Gene editing is here and with it, the ability to customize human embryos. For generations, it has been a dream to be able to correct birth defects before a child is born. Now it is possible. Of course, as with new technologies, this one raises questions. While almost everyone would agree with correcting a debilitating or painful condition, what about selecting eye color, height, or sex? Gene editing technology brings these questions front and center.
Genetic engineering involves altering the genetic code. DNA is altered, deleted, or even inserted into the genome of a living organism. With the use of engineered nucleases, most commonly known as molecular scissors, editing the genome has finally become truly effective.
Advancements in Gene Editing
In 2015, four families of engineered nucleases processes have advanced the methods of gene editing.
- Zinc Finger Nucleases (ZFNs)
- Transcription Activator-Like Effector-Based Nucleases (TALEN)
- Clustered Regularly Interspaced Short Palindromic Repeats (CRISPR)
Out of the four, CRISPR/Cas9 is the most innovative. The approach won the 2015 Breakthrough of the Year by Science.
CRISPR Therapeutics says that all of the approaches have been bombarded by numerous challenges. The safety and efficiency of all four have been questioned. The engineered nucleases have not yet developed the degree of control necessary to address a range of genetic changes precisely. But CRISPR offers a new horizon because it has the capacity to correct DNA changes in somatic cells of patients with critical illnesses.
The practice of gene editing is already making a difference in countries like Great Britain and China. This year, America joined the bold and innovative trend that is attracting a great deal of attention from investors and businesses.
Breakthrough in First Human Embryo Edit
Notably, for the first time, the U.S. has edited an embryo. Shoukhrat Mitalipov, an Embryologist at Oregon Health and Science University in Portland, led the research. Mitalipov’s Team conquered the problem of “off-target” and incomplete gene editing that tormented previous attempts. They targeted a gene that is associated with a significant human illness.
According to Jeffrey Kahn, a Bioethicist at Johns Hopkins University in Baltimore, Maryland: “It’s one more step on the path to potential clinical application.”
“This is the kind of research that is essential if we are to know if it’s possible to safely and precisely make corrections in embryos’ DNA to repair disease-causing genes,” said R. Alta Charo, a Legal Scholar, and Bioethicist at the University of Wisconsin, Madison. Notably, Business Insider discussed that the United States experiment was deemed safe because it dodged the process of mosaicism. Mosaicism is when only some cells of an embryo have the intended DNA changes.

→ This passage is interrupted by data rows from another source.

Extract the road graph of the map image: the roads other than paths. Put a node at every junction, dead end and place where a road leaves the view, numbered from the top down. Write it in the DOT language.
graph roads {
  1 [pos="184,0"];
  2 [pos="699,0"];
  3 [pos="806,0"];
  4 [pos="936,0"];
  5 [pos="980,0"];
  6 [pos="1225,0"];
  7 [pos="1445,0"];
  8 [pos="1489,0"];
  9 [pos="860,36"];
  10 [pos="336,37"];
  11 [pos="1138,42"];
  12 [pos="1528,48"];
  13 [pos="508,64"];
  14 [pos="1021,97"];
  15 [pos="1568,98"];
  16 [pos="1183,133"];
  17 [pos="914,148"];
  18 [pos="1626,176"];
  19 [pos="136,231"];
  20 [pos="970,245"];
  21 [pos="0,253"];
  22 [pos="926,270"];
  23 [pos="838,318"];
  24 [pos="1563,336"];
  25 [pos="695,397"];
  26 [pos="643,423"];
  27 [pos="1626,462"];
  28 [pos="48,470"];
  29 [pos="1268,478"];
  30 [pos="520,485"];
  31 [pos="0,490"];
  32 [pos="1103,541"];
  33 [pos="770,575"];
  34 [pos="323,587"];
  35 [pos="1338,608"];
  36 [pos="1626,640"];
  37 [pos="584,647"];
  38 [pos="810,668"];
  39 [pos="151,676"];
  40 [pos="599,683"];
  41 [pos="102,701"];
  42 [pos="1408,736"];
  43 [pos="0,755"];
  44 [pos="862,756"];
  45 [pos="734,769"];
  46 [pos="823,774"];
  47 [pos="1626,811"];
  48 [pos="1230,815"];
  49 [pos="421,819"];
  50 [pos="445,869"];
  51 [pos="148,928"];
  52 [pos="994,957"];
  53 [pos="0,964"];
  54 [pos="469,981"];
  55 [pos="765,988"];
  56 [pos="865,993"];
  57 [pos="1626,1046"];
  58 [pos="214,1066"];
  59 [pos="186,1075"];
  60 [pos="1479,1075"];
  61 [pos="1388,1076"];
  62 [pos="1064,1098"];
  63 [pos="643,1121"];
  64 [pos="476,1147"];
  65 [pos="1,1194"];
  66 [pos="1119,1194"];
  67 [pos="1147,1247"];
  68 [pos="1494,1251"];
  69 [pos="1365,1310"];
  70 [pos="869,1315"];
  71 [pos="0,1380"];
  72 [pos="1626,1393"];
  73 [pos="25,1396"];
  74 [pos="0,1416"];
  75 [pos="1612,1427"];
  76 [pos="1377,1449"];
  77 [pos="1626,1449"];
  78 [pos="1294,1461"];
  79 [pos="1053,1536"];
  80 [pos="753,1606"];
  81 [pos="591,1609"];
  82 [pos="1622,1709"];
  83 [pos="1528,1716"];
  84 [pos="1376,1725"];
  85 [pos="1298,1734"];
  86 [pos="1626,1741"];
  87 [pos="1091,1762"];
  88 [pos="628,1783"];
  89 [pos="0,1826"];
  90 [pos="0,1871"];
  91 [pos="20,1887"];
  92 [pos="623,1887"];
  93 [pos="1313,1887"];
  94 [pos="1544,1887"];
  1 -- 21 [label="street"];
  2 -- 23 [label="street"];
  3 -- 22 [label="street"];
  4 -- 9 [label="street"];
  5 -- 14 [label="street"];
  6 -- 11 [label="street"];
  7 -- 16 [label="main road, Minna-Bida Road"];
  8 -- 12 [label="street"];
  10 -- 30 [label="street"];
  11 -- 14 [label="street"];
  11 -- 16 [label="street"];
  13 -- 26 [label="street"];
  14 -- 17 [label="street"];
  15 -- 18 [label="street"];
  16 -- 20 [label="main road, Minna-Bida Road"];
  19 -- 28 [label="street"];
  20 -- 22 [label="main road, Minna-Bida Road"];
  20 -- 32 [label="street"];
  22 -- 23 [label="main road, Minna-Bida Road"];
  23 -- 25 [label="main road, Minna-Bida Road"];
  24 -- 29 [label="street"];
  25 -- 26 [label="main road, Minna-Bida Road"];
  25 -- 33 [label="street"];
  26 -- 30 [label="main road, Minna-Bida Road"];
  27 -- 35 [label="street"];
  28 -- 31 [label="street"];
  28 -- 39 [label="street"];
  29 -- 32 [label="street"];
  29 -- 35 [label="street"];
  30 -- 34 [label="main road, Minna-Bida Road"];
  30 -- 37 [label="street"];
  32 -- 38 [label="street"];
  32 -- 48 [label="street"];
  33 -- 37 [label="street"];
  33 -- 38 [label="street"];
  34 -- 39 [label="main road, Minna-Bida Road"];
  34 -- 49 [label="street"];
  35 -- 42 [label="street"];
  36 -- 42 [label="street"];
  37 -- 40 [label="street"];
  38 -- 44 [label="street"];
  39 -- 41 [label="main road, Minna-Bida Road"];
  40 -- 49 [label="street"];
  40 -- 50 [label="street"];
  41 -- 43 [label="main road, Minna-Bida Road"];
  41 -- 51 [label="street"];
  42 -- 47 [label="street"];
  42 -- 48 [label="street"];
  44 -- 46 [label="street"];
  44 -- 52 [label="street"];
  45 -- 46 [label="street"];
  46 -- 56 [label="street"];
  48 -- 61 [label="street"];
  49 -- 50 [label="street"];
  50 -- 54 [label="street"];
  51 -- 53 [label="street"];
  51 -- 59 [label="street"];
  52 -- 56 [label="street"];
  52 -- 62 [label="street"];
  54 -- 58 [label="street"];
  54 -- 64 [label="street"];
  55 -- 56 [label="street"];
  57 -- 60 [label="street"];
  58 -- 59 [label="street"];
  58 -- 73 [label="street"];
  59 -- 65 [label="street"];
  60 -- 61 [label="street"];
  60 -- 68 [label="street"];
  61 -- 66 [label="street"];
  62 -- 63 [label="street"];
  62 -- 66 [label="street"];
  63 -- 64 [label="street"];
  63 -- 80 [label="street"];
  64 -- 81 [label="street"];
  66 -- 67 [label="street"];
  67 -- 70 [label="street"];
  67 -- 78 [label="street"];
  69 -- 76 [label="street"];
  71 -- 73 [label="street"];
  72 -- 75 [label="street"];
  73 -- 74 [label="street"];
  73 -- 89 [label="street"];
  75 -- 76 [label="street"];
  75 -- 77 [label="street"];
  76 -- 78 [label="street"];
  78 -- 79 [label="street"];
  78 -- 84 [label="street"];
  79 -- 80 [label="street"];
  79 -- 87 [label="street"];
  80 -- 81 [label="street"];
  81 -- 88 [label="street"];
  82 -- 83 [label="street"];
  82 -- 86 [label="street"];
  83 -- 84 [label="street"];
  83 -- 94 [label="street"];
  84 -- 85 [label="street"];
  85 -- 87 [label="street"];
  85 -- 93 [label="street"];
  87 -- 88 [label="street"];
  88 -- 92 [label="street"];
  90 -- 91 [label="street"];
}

The experiment that was led by Mitalipov faced numerous challenges from many quarters. They were questioned about moral and ethical rules. According to both the National Institutes of Health and the U.S. Congress, the U.S. is not going to fund research that makes use of genome editing in order to change embryos. Nonetheless, the team performed their gene-editing experiment in the United States, although they have refused to release details of the experiment’s results. It is not precisely known what they had planned to do or what was accomplished.
Why is Genome Editing Important?
China first attempted gene editing in order to eliminate the cause of a rare blood disorder. The said country has also been doing research with CRISPR technology in order to treat cancer. In spite of the challenges for bioethicists, the CRISPR method has big potential to cure serious diseases.
The technology of CRISPR/Cas9 genome editing has given researchers and scientists an invaluable tool to reach their fullest potential in the field of medicine. The bold method is a ticket for a better and improved future. This innovation will greatly expand opportunities and health outcomes for the next generation.